Sandra Knecht
∗1968, Switzerland
Sandra Knecht (1968, Zurich, Switzerland) lives and works near Basel, in a small village. In her installations, performances, photographs, and sculptures, the artist explores fundamental questions of home, identity, and belonging. Drawing from a rich source of Alpine folklore, legends, and ritual masks, her works merge into multilayered, poetic visual worlds.A central element of her practice are collaborative cooking projects: shared meals become an artistic format in which food and raw ingredients serve as media for exchange and encounter.
Knecht's work moves at the intersection of personal experience and collective memory, inviting us to reconsider our own notions of home and community.
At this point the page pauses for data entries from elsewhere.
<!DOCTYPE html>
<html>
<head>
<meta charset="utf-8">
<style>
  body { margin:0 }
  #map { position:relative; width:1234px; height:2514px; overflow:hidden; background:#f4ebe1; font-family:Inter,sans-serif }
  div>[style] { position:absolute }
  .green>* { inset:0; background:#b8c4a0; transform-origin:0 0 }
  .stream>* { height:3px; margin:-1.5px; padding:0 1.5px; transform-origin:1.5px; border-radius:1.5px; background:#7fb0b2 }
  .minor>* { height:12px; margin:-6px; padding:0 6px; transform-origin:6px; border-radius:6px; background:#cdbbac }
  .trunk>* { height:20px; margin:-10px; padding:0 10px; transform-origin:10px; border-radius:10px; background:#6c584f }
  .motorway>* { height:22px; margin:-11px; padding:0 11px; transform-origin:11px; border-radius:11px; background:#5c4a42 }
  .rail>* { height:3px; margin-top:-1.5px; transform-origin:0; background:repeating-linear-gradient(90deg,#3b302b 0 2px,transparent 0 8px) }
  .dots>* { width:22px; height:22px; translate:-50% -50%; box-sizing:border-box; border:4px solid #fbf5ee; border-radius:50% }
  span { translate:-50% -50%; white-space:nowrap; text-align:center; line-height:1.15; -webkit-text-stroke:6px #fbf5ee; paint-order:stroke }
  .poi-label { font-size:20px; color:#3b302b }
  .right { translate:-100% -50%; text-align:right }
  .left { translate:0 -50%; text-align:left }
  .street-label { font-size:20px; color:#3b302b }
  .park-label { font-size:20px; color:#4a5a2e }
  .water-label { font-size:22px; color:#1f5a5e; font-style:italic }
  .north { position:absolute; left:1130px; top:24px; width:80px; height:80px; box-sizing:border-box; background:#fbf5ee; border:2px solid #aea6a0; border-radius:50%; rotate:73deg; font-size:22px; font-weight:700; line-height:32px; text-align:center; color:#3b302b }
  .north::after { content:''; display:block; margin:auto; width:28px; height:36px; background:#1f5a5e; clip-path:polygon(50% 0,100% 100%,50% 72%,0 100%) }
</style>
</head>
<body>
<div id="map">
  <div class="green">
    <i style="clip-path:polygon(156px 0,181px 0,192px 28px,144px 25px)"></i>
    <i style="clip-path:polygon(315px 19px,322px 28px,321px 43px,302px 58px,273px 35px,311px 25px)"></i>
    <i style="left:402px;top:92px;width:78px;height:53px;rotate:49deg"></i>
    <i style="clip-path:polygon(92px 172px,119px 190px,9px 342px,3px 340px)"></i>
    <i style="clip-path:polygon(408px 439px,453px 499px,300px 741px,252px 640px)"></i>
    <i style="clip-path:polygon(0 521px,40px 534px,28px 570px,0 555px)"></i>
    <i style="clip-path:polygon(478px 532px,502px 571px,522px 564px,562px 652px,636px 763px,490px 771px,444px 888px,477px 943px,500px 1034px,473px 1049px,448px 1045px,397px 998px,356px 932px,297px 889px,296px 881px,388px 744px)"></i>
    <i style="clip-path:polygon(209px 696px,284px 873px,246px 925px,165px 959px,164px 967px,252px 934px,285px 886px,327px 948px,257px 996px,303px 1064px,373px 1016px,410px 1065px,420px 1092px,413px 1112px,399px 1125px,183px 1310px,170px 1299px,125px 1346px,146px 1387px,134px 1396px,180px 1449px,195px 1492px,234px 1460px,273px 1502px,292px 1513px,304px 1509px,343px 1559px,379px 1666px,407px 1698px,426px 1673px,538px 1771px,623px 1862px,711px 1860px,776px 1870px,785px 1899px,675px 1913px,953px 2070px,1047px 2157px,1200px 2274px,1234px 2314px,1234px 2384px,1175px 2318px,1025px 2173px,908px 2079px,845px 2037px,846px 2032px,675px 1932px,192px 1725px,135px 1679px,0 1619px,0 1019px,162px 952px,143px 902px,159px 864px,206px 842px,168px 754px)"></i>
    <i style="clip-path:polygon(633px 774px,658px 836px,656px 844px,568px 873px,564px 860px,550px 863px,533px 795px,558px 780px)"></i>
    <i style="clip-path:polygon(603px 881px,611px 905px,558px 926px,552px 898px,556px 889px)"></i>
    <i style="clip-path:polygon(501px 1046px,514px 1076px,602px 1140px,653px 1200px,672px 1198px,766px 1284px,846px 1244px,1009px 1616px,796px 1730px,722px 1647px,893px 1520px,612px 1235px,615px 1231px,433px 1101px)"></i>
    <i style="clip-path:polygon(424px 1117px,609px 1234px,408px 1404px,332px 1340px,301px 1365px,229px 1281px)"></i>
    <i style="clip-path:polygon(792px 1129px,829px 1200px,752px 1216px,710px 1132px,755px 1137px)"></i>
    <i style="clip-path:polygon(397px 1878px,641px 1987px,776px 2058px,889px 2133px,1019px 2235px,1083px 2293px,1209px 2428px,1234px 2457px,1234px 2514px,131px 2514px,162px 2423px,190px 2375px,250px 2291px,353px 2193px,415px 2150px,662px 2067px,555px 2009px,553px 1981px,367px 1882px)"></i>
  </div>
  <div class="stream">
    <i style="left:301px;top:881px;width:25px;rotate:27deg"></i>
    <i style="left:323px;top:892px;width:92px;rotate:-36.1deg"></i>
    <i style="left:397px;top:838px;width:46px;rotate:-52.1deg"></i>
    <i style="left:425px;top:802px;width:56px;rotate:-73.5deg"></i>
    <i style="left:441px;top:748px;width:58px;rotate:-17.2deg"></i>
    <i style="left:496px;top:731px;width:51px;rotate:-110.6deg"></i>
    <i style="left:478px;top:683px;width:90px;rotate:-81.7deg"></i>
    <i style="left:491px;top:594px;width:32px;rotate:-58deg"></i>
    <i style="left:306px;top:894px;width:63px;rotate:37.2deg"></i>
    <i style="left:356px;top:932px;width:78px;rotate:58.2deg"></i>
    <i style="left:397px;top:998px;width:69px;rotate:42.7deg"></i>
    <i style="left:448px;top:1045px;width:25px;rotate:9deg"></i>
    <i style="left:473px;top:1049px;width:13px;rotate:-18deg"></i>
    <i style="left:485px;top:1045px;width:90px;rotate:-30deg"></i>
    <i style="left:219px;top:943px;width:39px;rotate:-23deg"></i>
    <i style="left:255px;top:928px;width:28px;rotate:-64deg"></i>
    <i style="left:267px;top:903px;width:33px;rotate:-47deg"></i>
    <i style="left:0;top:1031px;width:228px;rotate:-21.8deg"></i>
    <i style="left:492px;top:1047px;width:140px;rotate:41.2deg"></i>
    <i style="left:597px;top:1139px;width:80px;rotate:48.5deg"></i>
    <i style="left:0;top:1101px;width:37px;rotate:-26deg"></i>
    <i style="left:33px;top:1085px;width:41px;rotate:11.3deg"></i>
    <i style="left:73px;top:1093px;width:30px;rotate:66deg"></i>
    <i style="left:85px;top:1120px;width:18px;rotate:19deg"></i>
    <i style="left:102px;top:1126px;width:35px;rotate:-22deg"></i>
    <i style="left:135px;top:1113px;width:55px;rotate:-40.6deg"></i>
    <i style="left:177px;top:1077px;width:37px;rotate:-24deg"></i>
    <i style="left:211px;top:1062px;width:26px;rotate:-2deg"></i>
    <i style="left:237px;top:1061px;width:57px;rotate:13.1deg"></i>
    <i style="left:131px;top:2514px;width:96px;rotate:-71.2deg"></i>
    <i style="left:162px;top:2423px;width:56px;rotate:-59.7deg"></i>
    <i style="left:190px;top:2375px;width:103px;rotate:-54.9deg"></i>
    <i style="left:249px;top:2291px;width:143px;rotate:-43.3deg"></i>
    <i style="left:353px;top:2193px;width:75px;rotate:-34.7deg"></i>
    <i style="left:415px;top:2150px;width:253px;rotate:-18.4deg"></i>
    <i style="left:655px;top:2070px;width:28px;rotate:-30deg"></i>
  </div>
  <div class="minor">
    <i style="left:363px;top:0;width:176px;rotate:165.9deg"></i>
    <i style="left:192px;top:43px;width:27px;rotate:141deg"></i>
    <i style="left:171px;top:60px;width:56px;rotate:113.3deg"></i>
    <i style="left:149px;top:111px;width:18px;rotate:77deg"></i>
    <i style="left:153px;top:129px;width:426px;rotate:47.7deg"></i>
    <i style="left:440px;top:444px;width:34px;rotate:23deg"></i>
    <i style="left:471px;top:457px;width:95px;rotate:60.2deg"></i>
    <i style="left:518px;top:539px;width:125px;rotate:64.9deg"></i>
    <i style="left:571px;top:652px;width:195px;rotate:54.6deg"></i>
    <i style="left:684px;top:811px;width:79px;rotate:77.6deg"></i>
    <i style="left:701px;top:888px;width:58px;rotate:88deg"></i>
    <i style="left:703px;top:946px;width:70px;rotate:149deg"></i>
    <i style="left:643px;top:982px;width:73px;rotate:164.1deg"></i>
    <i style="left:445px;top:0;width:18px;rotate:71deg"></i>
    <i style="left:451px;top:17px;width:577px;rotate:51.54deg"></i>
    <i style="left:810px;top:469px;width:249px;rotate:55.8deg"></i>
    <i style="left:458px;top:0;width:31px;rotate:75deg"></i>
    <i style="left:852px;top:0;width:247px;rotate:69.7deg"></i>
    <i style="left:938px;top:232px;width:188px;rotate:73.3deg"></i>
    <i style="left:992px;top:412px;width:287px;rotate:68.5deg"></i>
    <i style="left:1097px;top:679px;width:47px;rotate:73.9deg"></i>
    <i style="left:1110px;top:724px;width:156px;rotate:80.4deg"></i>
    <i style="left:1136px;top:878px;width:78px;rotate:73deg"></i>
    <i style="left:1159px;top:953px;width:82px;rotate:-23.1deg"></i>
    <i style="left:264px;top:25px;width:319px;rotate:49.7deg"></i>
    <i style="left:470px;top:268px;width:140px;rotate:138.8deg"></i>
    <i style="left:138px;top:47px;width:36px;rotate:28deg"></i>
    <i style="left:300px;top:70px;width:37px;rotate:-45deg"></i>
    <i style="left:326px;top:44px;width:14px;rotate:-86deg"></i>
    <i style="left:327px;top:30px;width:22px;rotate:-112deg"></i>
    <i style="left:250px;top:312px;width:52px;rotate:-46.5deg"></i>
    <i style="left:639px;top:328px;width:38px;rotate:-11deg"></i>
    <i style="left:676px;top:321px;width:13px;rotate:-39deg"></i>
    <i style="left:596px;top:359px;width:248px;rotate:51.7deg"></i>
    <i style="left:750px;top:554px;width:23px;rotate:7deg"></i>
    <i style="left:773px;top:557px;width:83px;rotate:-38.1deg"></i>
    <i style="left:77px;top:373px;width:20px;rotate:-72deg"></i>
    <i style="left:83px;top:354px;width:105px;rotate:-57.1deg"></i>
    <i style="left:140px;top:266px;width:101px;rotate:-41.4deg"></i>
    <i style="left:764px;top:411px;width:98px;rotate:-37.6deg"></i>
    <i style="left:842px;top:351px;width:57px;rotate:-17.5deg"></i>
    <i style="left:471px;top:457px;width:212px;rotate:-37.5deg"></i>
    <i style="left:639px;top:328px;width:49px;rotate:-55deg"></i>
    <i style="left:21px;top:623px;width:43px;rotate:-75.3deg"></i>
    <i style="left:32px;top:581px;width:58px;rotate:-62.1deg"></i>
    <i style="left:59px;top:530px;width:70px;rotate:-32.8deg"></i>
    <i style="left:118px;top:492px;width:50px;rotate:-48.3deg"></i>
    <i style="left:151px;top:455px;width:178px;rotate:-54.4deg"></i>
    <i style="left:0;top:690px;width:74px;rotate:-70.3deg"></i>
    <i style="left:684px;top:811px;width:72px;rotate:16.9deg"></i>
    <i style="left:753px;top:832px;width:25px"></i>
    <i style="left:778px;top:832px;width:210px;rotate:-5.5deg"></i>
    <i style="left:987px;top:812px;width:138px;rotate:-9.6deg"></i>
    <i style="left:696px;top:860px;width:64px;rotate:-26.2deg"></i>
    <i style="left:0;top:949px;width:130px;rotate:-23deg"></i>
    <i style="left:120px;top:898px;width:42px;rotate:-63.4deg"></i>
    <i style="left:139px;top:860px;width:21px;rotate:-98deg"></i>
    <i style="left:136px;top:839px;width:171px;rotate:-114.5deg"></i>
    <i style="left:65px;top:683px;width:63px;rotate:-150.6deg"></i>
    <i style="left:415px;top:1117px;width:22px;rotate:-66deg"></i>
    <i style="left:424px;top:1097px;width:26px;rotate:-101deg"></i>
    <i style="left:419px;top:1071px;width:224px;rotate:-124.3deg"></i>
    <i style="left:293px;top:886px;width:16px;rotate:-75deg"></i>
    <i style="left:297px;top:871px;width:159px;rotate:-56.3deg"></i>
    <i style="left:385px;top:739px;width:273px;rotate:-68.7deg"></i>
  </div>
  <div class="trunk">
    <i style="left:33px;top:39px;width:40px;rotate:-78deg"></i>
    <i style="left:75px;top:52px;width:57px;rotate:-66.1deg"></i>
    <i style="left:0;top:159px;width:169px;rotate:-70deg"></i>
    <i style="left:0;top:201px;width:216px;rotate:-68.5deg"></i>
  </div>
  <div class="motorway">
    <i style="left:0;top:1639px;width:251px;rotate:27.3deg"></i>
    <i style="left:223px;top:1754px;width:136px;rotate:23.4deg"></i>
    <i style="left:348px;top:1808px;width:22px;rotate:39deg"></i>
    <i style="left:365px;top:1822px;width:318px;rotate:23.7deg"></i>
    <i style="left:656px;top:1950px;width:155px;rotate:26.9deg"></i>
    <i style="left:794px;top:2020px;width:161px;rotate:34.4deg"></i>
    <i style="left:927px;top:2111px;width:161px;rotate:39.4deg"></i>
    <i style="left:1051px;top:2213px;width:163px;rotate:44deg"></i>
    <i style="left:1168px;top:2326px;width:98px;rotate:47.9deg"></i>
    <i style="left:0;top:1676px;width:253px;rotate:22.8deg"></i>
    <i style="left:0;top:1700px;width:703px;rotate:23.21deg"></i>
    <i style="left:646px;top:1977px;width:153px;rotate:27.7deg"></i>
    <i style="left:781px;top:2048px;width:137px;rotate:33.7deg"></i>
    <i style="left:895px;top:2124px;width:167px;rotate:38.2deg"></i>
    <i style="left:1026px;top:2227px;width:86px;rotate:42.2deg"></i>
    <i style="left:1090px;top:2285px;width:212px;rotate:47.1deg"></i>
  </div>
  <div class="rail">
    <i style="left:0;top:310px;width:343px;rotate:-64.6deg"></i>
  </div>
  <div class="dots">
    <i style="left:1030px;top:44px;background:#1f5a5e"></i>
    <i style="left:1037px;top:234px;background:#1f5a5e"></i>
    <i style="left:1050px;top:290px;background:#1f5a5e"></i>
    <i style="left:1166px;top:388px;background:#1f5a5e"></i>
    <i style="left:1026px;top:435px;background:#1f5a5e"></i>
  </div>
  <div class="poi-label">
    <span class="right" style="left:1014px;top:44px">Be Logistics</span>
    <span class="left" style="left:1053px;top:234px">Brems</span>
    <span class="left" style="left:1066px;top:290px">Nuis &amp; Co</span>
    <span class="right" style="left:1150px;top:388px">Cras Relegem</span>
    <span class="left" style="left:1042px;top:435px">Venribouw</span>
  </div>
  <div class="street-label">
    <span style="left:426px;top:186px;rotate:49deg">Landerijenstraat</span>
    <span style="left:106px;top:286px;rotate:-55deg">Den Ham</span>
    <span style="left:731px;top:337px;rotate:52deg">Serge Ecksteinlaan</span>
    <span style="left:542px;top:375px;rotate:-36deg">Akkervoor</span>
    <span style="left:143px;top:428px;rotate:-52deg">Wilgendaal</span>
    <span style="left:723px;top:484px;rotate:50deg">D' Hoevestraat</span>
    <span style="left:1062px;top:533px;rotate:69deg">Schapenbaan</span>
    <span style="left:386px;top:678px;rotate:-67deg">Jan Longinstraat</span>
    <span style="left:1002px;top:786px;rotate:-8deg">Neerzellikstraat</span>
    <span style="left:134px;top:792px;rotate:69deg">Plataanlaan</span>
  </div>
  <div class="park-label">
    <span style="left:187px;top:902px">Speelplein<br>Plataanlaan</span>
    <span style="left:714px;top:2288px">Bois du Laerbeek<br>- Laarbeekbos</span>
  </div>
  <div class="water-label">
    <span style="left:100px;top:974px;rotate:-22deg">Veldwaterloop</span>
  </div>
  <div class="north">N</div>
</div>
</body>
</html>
At the centre of Ortisei, Knecht invites visitors into a participatory encounter that oscillates between play and unease. Mounted high between buildings, a large wooden figure—over two metres long—can be activated by pulling a cord. In response, its arms rise like wings while its face shifts, revealing hidden layers beneath a mask. The gesture recalls traditional children’s toys, yet the transformation introduces a subtle disturbance: a familiar figure begins to mutate into something ambiguous, hovering between innocence and threat.
Drawing from Alpine folklore, particularly the legend of Dolasilla and the Fanes Kingdom, Knecht brings together ritual masks, mythological narratives, and vernacular craftsmanship. The carved forms, inspired by local toy-making and Perchten masks, embody a tension between protection and danger, disguise and revelation. Suspended in space, the figures become both spectacle and symbol—inviting to reflect on on how stories, identities, and collective fears are continuously performed and reimagined.